Chagas disease is a chronic inflammatory disease caused by infection with Trypanosoma cruzi. Although it had a decline in recent years, it still affects millions of people in Latin America. The host immune response against this parasite is complex and relies on the development of an efficient T cell-mediated response; however, T. cruzi displays a number of evasion mechanisms allowing it to remain undetected even for years. One of these is the secretion of anti-inflammatory molecules such as proteases and the modulation of biological functions of chemokines. Our objective was to analyze the effect of a major cysteine protease, cruzipain, on a number of critical functions of several CC chemokines, both in vitro and in vivo. Initially, using a murine model of T. cruzi infection, we demonstrated that CCL-2 and CCL-12 chemokines are highly expressed at different stages and correlated with an increase in the expression of cruzipain. In addition, we demonstrated that cruzipain is capable of differentially cleaving CCL-2 and CCL-12 chemokines, as well as CCL-13. Analysis of the proteolysed products identified unique cleavage sites in these chemokines. These cruzipain-modified chemokine products were tested in chemotaxis assays using monocytic cells. We found that cruzipain treated-CCL-2 maintained its biological activity, in contrast to the closely related CCL-12 and CCL-13 chemokines, which showed little or null agonist activity after treatment. Furthermore, based on this analysis, a 14-mer cruzipain-derived chemokine peptide (CDCP-1) was chemically synthesized and tested for agonist activity using in vitro chemotaxis assays.
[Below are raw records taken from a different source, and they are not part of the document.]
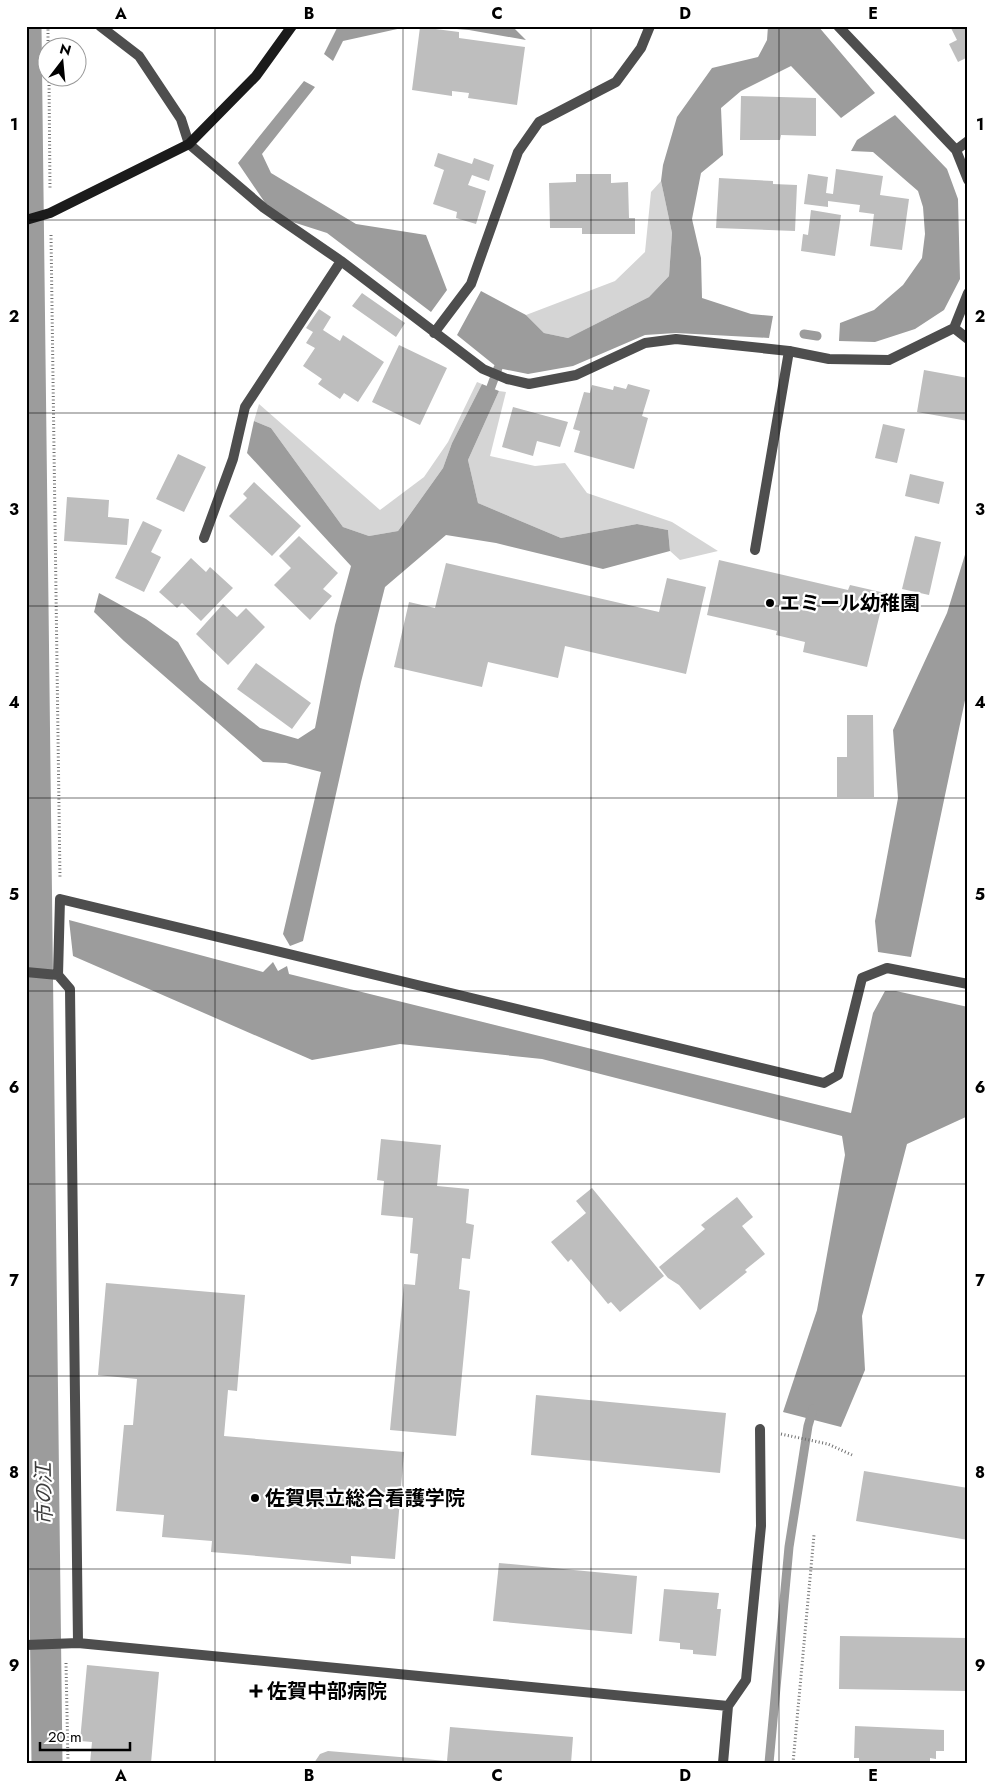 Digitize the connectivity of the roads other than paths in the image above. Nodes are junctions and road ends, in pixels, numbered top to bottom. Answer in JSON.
{"nodes":[{"id":1,"x":100,"y":26,"type":"edge"},
{"id":2,"x":292,"y":26,"type":"edge"},
{"id":3,"x":650,"y":26,"type":"edge"},
{"id":4,"x":838,"y":26,"type":"edge"},
{"id":5,"x":968,"y":141,"type":"edge"},
{"id":6,"x":189,"y":144,"type":"junction"},
{"id":7,"x":956,"y":150,"type":"junction"},
{"id":8,"x":968,"y":180,"type":"edge"},
{"id":9,"x":26,"y":220,"type":"edge"},
{"id":10,"x":341,"y":261,"type":"junction"},
{"id":11,"x":968,"y":293,"type":"edge"},
{"id":12,"x":954,"y":328,"type":"junction"},
{"id":13,"x":434,"y":333,"type":"junction"},
{"id":14,"x":968,"y":339,"type":"edge"},
{"id":15,"x":789,"y":351,"type":"junction"},
{"id":16,"x":204,"y":538,"type":"dead end"},
{"id":17,"x":755,"y":550,"type":"dead end"},
{"id":18,"x":26,"y":972,"type":"edge"},
{"id":19,"x":55,"y":974,"type":"junction"},
{"id":20,"x":968,"y":984,"type":"edge"},
{"id":21,"x":760,"y":1430,"type":"dead end"},
{"id":22,"x":78,"y":1643,"type":"junction"},
{"id":23,"x":26,"y":1645,"type":"edge"},
{"id":24,"x":728,"y":1706,"type":"junction"},
{"id":25,"x":723,"y":1763,"type":"edge"}],
"edges":[{"from":1,"to":6,"type":"street"},
{"from":2,"to":6,"type":"main road"},
{"from":3,"to":13,"type":"street"},
{"from":4,"to":7,"type":"street"},
{"from":5,"to":7,"type":"street"},
{"from":6,"to":9,"type":"main road"},
{"from":6,"to":10,"type":"street"},
{"from":7,"to":8,"type":"street"},
{"from":10,"to":13,"type":"street"},
{"from":10,"to":16,"type":"street"},
{"from":11,"to":12,"type":"street"},
{"from":12,"to":14,"type":"street"},
{"from":12,"to":15,"type":"street"},
{"from":13,"to":15,"type":"street"},
{"from":15,"to":17,"type":"street"},
{"from":18,"to":19,"type":"street"},
{"from":19,"to":20,"type":"street"},
{"from":19,"to":22,"type":"street"},
{"from":21,"to":24,"type":"street"},
{"from":22,"to":23,"type":"street"},
{"from":22,"to":24,"type":"street"},
{"from":24,"to":25,"type":"street"}]} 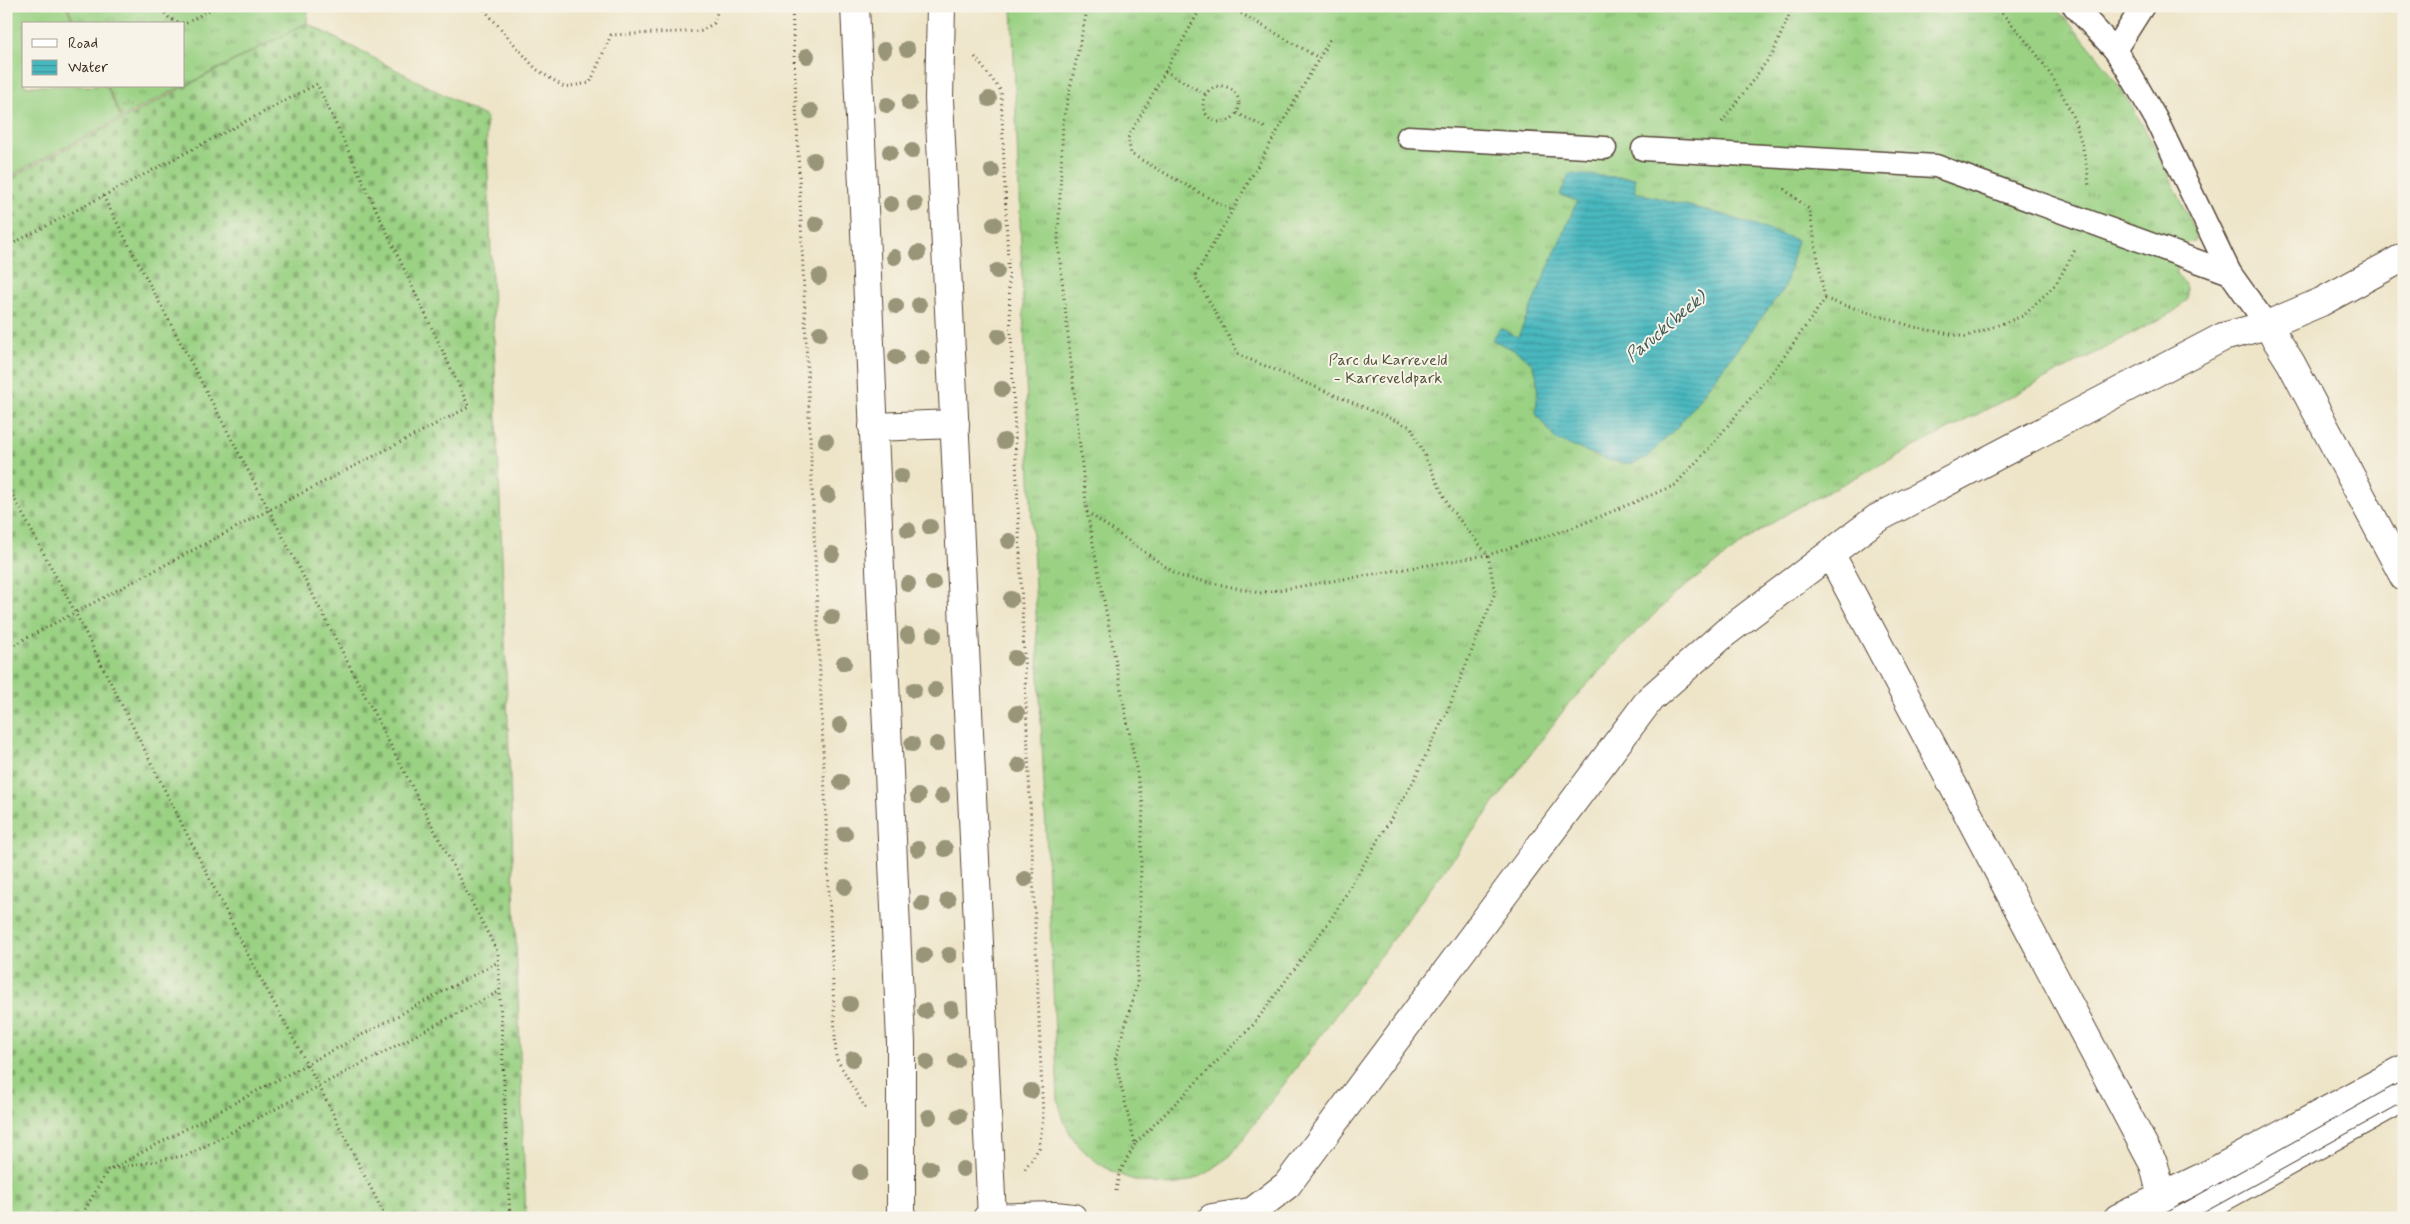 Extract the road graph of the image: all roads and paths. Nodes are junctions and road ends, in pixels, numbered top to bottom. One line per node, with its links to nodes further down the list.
1 (158, 6): 16 (path)
2 (216, 6): 17 (path)
3 (481, 6): 4 (path)
4 (719, 6)
5 (792, 6): 55 (path)
6 (855, 6): 40 (street)
7 (941, 6): 39 (street)
8 (1077, 6): 15 (path)
9 (1202, 6): 22 (path)
10 (1228, 6): 21 (path)
11 (1793, 6): 29 (path)
12 (1995, 6): 33 (path)
13 (2074, 6): 19 (lane)
14 (2143, 6): 19 (lane)
15 (1087, 8): 43 (path)
16 (179, 22)
17 (185, 24)
18 (1330, 39): 21 (path)
19 (2115, 50): 36 (lane)
20 (973, 54): 58 (path)
21 (1319, 58): 32 (path)
22 (1165, 71): 23 (path); 32 (path)
23 (1206, 94): 24 (path); 24 (path)
24 (1237, 113): 25 (path)
25 (1266, 128)
26 (1408, 137): 27 (lane)
27 (1605, 148)
28 (1643, 149): 29 (lane)
29 (1687, 150): 30 (lane)
30 (1741, 154): 33 (lane); 37 (path)
31 (103, 196): 34 (path); 42 (path); 42 (path)
32 (1232, 211): 44 (path)
33 (2091, 222): 36 (lane); 37 (path)
34 (6, 247)
35 (2404, 257): 38 (street)
36 (2230, 273): 38 (lane)
37 (1825, 299): 44 (path)
38 (2267, 325): 45 (street); 46 (street)
39 (956, 424): 40 (street); 62 (street)
40 (873, 427): 55 (street)
41 (6, 483): 47 (path)
42 (269, 510): 47 (path); 49 (path)
43 (1087, 512): 44 (path); 56 (path)
44 (1488, 555): 56 (path)
45 (1831, 555): 60 (street); 61 (street)
46 (2404, 577)
47 (75, 612): 48 (path); 51 (path)
48 (6, 649)
49 (498, 962): 50 (path); 51 (path)
50 (500, 990): 53 (path); 65 (path)
51 (307, 1064): 53 (path); 57 (path)
52 (2404, 1069): 60 (street)
53 (319, 1086): 57 (path); 64 (path)
54 (2404, 1097): 71 (street)
55 (900, 1135): 66 (street)
56 (1135, 1144): 59 (path)
57 (108, 1170): 63 (path)
58 (1023, 1171)
59 (1116, 1191)
60 (2164, 1207): 70 (street)
61 (1247, 1215): 69 (street)
62 (992, 1217): 67 (street); 68 (street)
63 (80, 1218)
64 (386, 1218)
65 (510, 1218)
66 (902, 1218)
67 (987, 1218)
68 (1073, 1218)
69 (1212, 1218)
70 (2118, 1218)
71 (2185, 1218)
Interestingly, CDCP-1 showed antagonist activity affecting in vitro migration of monocytic cells and calcium flux release. In conclusion, our results demonstrate that cruzipain modulates biological functions of chemokines through proteolytic cleavage, by generating chemokine-derived peptides with antagonist activities. This event could play a role during the latest phases of Chagas disease, when the parasite may differentially modulate chemokine-mediated inflammatory responses.

CDIP-2, a synthetic peptide derived from chemokine (C-C motif) ligand 13 (CCL13), ameliorates allergic airway inflammation.

Airway inflammation is characterized by selective recruitment of mononuclear and granulocytic cells. This recruitment is mediated by the action of chemotactic cytokines, such as chemokines. A number of chemokines and their receptors have been identified and proposed as potential therapeutic agents in allergic airway inflammation. One of these chemokines is chemokine (C-C motif) ligand 13 (CCL13), a CC chemokine that has been associated with allergic inflammatory diseases such as asthma and allergic rhinitis. To investigate alternative therapeutic agents to alleviate allergic inflammatory diseases, a number of chemokine-derived synthetic peptides were designed and tested for their ability to modulate in vitro and in vivo chemokine-mediated functions. Our results show that one of these peptides, CDIP-2, displayed antagonist functions in in vitro chemotaxis assays using monocytic cell lines. In addition, we found that CDIP-2 significantly reduced peribronchial, perivascular infiltrate and mucus overproduction in an ovalbumin-induced allergic lung inflammation murine model. Thus, CDIP-2 may be considered as part of a novel group of anti-inflammatory agents based on chemokine-derived synthetic peptides.